There were a couple of member questions that came in today and both I thought would be good to address:

1020 asked: "What’s the best way to get started using your site?"  That one is easy to answer and hard to do.  We have a "New Member’s Guide" which pretty much lays things out with these standard assignments:

  • If you are new to options, read Sage’s Book
  • Read 1 full month of my posts and all comments, you will get a good feel for the site, the kind of trades we do and also get to know a bit about the people in chat.  Knowing people’s various expertises and understanding their market philosophy and position makes the next live comment they make much more informative…
  • Read Option Sage’s articles under his tab, many were co-authored by me that highlight various option stratgies with real-world examples.
  • Watch The Man Who Planted Trees, a short video about investing that characterizes a solid investing philosophy.

AFTER you do those things, then we are ready to talk about setting up a virtual portfolio, which brings us to Pstas’s question of what would be a good model virtual portfolio for $100,000.

In this traing environment I would first and foremost concentrate on the Buy List (under our Virtual Portfolio Tab) and trades like the DNDN (which is riskier) and ZION (which I hope is not risky) that I highlighted just yesterday.  Typically, you can categorize the buy/write plays as fairly low risk.  The idea is we’re buying stocks at discounts to the current trading price and scaling into the positions over time.

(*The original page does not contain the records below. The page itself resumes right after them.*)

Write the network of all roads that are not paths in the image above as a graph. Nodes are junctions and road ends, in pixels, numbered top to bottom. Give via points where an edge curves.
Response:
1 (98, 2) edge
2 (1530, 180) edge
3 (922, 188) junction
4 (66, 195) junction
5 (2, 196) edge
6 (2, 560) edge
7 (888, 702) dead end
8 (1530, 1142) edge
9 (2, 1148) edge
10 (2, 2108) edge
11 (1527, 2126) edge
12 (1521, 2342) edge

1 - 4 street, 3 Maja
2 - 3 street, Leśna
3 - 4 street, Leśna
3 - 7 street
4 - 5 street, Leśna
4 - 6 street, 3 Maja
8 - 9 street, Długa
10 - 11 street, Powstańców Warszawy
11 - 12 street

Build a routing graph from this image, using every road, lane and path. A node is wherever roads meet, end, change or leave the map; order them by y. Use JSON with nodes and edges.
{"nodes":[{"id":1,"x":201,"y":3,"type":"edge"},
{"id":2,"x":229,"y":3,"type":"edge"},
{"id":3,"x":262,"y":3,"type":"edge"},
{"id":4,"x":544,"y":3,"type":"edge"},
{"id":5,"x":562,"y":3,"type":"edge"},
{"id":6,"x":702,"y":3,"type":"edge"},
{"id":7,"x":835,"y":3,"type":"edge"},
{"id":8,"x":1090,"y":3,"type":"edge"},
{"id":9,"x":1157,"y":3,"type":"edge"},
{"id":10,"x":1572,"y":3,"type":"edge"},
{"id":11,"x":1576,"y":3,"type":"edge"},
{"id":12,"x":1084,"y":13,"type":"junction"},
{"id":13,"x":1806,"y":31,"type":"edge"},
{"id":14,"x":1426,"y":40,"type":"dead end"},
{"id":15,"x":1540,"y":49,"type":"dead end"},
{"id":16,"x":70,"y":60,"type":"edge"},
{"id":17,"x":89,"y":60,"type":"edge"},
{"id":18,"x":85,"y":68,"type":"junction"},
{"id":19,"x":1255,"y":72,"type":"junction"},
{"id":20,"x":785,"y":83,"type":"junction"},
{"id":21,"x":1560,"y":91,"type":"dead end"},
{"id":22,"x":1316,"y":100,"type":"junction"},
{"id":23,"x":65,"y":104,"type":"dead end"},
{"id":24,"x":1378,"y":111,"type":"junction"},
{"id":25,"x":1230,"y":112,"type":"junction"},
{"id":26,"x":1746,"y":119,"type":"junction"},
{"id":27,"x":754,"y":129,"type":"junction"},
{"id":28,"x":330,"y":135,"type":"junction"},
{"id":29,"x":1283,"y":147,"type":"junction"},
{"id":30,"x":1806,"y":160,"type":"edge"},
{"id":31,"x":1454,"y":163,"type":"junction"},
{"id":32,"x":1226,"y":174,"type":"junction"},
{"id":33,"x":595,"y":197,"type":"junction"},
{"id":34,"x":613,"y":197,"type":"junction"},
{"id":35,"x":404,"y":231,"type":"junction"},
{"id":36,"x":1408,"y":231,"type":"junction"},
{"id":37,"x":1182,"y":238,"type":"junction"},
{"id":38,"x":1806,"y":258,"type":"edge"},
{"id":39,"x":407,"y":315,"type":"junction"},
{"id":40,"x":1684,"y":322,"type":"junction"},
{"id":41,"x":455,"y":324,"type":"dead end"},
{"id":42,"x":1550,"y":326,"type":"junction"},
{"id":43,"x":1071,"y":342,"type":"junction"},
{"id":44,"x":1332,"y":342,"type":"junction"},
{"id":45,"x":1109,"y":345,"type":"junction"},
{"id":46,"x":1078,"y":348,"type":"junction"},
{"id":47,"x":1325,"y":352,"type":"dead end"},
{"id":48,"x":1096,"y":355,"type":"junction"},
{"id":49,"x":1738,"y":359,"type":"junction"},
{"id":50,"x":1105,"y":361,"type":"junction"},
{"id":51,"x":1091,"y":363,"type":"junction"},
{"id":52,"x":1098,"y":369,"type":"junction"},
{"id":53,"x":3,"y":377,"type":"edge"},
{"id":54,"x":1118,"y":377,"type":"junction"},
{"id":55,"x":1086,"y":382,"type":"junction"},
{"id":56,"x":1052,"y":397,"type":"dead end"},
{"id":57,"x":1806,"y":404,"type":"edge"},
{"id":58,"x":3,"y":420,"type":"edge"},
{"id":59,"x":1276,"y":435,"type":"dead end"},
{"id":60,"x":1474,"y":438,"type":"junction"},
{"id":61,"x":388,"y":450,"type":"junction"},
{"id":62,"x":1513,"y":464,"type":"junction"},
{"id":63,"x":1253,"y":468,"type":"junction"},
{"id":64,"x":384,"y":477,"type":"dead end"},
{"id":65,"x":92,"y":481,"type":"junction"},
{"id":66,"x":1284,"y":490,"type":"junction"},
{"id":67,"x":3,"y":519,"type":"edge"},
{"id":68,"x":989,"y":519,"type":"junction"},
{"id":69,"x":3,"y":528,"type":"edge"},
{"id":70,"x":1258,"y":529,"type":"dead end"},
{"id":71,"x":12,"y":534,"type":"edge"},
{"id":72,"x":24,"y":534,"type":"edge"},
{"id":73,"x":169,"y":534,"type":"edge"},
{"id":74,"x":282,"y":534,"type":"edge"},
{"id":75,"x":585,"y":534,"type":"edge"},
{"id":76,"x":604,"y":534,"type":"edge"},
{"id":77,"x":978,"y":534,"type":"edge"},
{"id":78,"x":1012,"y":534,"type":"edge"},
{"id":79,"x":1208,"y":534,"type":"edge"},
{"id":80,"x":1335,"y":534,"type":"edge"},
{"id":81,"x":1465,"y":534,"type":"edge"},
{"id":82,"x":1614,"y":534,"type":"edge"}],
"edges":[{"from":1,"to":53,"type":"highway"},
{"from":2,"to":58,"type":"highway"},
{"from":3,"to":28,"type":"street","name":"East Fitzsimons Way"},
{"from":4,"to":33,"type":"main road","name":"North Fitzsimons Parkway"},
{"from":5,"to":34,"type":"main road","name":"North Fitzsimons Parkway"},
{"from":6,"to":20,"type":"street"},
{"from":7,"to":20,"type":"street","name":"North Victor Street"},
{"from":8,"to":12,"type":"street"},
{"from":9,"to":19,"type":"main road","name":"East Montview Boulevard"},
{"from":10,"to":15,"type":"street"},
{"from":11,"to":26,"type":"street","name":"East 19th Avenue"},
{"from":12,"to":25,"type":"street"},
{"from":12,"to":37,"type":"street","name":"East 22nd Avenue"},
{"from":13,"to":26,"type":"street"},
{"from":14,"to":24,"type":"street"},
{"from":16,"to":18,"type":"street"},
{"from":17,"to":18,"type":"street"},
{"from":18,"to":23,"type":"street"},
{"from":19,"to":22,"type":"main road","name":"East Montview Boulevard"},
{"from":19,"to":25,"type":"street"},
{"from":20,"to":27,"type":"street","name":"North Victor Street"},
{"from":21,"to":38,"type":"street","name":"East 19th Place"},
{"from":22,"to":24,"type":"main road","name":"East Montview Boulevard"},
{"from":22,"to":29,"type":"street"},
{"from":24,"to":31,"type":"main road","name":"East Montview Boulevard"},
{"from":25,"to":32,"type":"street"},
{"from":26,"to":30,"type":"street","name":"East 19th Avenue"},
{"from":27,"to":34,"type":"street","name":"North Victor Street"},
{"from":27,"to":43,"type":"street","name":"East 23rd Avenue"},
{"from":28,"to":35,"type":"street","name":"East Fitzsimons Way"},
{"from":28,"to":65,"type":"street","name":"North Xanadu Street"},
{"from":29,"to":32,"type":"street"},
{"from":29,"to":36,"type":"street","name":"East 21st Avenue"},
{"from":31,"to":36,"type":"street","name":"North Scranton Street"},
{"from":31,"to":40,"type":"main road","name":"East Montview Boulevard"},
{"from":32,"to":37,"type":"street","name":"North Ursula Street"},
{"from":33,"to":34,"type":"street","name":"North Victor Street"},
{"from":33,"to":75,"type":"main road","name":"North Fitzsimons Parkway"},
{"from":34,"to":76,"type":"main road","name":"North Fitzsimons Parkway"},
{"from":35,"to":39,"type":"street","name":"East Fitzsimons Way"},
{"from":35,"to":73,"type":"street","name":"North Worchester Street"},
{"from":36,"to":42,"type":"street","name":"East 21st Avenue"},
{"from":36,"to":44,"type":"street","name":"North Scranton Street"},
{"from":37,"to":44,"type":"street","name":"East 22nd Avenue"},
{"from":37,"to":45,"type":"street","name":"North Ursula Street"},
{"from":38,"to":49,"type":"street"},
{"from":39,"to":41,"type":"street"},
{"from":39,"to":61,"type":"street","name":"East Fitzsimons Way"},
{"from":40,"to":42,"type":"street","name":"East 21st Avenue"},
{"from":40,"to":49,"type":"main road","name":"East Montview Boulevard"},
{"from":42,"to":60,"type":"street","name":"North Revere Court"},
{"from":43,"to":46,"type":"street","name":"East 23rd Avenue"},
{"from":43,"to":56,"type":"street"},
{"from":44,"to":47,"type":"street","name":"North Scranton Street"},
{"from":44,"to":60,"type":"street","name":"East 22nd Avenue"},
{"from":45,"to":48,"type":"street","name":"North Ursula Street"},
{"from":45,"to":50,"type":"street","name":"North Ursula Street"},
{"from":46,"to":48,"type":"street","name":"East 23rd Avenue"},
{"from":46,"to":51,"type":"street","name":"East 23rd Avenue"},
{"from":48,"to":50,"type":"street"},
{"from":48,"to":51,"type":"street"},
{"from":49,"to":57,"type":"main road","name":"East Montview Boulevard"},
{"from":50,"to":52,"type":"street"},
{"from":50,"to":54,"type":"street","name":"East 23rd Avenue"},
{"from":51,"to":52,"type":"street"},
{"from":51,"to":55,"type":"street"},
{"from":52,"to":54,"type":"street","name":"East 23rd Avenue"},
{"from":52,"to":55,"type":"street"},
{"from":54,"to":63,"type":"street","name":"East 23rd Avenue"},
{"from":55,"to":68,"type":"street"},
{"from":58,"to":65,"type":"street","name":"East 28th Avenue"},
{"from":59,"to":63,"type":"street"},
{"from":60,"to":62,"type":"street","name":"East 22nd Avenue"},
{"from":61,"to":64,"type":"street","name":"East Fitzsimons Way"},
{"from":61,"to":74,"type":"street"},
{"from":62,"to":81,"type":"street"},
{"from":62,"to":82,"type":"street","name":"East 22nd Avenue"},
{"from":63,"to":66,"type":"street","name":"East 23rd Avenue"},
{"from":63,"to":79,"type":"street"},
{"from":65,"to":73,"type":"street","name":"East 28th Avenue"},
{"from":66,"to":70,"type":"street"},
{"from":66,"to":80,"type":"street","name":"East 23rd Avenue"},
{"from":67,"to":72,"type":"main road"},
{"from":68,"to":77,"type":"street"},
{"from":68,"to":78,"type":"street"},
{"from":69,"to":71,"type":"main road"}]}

Setting realistic expectations is key too, the biggest mistake you can make with $100,000 is to jump right in and spend it.  I’m going to put down a minimum for each play and an allocation

So let’s look at a quick set of trades we can set up:

UYG is my first choice.  Why?  Because it’s not as volatile as XLF, which just jumped out of our $5-$7.50 range and we don’t feel confident enough to chase it at the moment.  UYG is a crap investment by itself but, for the same reason, is great to sell calls and puts against.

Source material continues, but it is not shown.